_Activity_
Look through the lines of the material and count those containing "roads". Give that count alone.

____

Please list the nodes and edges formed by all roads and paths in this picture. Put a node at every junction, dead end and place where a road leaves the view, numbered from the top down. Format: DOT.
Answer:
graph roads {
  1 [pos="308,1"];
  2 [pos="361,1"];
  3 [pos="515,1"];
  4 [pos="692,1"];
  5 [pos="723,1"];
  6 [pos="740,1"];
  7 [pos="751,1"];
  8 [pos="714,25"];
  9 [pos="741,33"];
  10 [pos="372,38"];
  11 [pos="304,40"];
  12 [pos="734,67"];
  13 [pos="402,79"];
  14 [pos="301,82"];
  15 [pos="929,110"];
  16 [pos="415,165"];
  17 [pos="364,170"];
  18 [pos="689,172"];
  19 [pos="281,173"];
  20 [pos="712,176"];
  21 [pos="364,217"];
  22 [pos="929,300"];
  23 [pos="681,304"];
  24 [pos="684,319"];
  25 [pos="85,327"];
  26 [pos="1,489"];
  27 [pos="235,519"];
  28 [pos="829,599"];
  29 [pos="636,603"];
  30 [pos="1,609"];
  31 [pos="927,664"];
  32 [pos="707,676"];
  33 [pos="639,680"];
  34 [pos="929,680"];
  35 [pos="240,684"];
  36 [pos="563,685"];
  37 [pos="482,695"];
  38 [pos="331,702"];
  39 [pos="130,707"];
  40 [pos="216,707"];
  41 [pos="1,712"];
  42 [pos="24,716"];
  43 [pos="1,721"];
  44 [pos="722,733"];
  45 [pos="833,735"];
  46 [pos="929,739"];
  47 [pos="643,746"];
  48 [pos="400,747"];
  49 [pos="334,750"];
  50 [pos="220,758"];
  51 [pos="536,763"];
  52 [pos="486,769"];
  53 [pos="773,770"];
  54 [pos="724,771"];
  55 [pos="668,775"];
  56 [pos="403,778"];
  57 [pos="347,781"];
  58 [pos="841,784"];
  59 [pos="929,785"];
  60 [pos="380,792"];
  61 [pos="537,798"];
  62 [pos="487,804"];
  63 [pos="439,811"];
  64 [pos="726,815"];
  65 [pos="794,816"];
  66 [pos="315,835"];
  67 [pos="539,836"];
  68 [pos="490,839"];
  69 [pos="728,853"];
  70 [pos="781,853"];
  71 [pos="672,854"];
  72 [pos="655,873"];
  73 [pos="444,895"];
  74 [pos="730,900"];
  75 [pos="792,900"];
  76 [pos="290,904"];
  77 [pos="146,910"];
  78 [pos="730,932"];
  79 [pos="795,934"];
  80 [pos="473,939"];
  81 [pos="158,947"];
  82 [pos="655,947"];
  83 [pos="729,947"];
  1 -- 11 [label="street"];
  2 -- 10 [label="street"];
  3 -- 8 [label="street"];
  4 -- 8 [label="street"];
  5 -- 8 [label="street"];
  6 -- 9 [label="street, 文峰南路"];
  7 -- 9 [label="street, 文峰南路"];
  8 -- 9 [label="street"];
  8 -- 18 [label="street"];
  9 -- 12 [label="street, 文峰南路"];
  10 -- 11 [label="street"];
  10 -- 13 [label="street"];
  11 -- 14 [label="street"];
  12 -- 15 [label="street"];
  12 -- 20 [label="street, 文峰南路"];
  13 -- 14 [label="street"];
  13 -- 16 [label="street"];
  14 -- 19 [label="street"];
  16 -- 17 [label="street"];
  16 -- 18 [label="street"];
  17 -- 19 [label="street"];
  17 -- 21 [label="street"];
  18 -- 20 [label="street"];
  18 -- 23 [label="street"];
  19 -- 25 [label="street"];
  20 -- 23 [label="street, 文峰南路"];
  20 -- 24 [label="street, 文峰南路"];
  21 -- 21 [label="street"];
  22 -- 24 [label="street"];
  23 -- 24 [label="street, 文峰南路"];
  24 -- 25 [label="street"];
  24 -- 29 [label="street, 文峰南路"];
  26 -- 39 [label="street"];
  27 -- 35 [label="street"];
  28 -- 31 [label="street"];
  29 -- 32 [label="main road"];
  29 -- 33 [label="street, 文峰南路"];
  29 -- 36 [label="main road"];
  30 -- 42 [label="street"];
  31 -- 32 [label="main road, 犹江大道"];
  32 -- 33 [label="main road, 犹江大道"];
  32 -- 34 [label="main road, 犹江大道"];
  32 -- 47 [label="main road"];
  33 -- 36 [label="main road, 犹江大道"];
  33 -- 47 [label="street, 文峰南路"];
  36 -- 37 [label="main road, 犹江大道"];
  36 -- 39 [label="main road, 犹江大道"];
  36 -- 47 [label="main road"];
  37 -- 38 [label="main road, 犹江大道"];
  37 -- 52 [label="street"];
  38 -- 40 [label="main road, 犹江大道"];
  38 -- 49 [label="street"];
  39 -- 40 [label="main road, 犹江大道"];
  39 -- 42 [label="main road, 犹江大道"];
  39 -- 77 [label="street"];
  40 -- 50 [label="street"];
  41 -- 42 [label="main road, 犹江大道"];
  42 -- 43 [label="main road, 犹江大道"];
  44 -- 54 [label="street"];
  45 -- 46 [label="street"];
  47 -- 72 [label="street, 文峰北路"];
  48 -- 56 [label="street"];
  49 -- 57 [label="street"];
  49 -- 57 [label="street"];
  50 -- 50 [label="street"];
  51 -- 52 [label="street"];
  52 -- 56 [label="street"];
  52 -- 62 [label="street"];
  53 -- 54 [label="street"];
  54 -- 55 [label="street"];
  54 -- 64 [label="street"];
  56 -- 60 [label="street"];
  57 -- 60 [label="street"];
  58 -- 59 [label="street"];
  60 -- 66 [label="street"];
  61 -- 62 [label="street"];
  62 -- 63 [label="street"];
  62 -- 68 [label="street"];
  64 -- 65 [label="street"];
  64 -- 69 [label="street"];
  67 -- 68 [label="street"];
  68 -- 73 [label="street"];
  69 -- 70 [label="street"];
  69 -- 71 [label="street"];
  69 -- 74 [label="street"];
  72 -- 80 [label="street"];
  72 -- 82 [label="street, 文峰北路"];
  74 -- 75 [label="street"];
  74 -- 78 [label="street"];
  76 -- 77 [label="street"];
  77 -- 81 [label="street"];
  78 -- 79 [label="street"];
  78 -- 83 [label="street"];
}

____

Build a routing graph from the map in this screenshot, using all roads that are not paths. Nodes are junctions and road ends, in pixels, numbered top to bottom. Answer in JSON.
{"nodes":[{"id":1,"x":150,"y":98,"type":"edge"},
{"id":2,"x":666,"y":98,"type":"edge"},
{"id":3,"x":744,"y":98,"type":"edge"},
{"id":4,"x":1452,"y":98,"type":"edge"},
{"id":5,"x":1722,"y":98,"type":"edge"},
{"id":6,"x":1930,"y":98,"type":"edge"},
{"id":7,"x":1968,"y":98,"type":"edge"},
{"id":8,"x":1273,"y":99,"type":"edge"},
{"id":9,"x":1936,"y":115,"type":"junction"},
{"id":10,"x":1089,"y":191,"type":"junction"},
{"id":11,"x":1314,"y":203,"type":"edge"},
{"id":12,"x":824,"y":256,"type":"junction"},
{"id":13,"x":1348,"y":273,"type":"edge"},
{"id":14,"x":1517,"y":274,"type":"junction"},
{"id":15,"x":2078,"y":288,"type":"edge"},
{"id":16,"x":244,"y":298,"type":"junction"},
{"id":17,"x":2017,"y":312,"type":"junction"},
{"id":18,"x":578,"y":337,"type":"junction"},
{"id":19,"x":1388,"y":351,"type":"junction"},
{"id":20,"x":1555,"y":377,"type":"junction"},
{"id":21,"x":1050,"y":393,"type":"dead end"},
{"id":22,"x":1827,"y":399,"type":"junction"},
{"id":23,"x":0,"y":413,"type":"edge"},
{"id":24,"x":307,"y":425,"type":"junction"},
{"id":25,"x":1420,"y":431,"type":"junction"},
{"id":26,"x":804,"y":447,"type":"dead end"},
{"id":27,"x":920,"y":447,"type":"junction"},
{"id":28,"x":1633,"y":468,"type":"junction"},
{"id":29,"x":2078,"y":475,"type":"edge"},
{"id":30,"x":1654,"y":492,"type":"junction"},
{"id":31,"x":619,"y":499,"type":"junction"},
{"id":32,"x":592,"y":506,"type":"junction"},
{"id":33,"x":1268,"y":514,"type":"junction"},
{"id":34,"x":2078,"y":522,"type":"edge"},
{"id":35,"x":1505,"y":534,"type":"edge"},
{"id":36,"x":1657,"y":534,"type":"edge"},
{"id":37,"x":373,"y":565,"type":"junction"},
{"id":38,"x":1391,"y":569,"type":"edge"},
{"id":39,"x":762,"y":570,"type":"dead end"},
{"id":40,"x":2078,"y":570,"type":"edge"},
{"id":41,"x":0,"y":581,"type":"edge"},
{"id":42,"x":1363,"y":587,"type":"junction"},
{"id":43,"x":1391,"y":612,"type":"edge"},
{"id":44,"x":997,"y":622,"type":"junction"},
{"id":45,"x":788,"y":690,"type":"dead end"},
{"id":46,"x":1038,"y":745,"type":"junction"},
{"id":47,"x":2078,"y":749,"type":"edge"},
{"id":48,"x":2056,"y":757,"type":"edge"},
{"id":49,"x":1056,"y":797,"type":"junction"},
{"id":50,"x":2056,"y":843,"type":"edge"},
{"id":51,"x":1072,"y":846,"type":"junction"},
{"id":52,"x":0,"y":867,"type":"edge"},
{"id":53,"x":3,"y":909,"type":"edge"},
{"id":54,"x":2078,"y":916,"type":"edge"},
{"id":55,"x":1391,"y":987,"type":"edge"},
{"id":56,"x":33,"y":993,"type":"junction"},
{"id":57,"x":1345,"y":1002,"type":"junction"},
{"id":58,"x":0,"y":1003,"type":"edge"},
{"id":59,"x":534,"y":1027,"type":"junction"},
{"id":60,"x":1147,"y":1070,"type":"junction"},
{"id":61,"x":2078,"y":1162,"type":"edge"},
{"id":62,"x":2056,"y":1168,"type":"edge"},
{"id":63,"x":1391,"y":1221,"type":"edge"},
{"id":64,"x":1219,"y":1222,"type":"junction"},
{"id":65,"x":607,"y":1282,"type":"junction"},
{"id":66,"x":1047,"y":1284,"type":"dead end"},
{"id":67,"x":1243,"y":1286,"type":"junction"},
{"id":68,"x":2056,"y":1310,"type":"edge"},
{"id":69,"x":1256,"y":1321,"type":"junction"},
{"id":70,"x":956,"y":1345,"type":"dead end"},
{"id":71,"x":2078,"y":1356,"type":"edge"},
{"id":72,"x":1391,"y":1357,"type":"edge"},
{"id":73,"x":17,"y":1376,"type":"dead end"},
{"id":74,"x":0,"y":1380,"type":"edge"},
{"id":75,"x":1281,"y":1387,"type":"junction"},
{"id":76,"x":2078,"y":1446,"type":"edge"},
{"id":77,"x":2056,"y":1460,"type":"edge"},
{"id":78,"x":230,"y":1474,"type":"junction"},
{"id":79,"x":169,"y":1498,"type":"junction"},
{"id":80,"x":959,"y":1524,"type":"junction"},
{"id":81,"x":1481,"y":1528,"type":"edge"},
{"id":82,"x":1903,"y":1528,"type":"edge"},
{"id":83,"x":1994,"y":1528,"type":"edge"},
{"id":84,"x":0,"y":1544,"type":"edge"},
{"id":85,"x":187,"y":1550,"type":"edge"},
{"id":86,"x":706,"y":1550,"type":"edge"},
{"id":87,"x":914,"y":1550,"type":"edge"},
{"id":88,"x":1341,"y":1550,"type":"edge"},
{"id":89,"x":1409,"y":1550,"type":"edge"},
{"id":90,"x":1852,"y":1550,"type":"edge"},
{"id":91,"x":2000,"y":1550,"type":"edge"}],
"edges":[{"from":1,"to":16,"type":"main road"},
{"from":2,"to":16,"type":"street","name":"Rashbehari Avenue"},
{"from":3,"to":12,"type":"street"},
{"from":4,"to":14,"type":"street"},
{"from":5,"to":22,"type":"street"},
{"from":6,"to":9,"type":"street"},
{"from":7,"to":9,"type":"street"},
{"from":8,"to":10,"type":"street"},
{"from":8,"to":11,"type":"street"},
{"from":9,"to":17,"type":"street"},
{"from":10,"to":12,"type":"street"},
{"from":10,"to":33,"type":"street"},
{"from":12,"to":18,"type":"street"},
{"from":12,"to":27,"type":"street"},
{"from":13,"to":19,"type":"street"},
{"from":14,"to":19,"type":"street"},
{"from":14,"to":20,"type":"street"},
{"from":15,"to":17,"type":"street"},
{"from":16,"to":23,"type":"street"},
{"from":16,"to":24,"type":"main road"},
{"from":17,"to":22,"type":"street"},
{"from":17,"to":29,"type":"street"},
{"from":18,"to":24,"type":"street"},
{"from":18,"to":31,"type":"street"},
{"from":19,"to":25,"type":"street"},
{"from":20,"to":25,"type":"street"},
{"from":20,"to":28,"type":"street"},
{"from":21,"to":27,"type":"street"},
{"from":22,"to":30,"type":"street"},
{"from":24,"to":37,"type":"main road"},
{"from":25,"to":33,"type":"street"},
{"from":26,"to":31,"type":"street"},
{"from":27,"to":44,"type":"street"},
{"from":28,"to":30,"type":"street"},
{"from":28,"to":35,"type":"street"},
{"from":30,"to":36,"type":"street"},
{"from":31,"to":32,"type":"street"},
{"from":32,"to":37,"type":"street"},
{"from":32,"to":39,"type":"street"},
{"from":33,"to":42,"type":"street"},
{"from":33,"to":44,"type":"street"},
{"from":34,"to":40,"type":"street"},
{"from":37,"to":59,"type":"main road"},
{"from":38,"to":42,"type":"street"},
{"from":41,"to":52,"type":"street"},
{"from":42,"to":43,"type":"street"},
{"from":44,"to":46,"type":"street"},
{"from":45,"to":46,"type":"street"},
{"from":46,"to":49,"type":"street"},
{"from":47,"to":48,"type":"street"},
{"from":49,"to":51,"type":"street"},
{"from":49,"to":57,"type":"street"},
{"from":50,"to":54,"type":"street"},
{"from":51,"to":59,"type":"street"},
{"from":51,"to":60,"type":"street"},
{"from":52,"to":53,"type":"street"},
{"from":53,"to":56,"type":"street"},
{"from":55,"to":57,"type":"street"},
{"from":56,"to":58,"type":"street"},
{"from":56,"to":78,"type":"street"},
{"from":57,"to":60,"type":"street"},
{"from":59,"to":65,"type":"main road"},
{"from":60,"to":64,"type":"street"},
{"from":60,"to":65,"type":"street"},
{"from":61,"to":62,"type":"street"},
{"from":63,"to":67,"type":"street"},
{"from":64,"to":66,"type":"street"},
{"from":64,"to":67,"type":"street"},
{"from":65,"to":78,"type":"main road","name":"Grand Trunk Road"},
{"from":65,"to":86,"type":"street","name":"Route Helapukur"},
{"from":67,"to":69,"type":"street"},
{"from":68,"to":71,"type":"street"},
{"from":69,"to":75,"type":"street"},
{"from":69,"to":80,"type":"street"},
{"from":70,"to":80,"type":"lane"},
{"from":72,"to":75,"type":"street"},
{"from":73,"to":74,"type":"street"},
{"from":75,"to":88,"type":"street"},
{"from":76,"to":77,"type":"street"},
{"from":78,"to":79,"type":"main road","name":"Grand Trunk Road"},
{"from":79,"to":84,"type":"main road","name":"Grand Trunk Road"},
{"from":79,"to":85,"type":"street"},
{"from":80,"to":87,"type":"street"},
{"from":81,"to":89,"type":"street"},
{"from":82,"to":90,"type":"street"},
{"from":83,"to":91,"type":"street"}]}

____

_Reply to the task_
3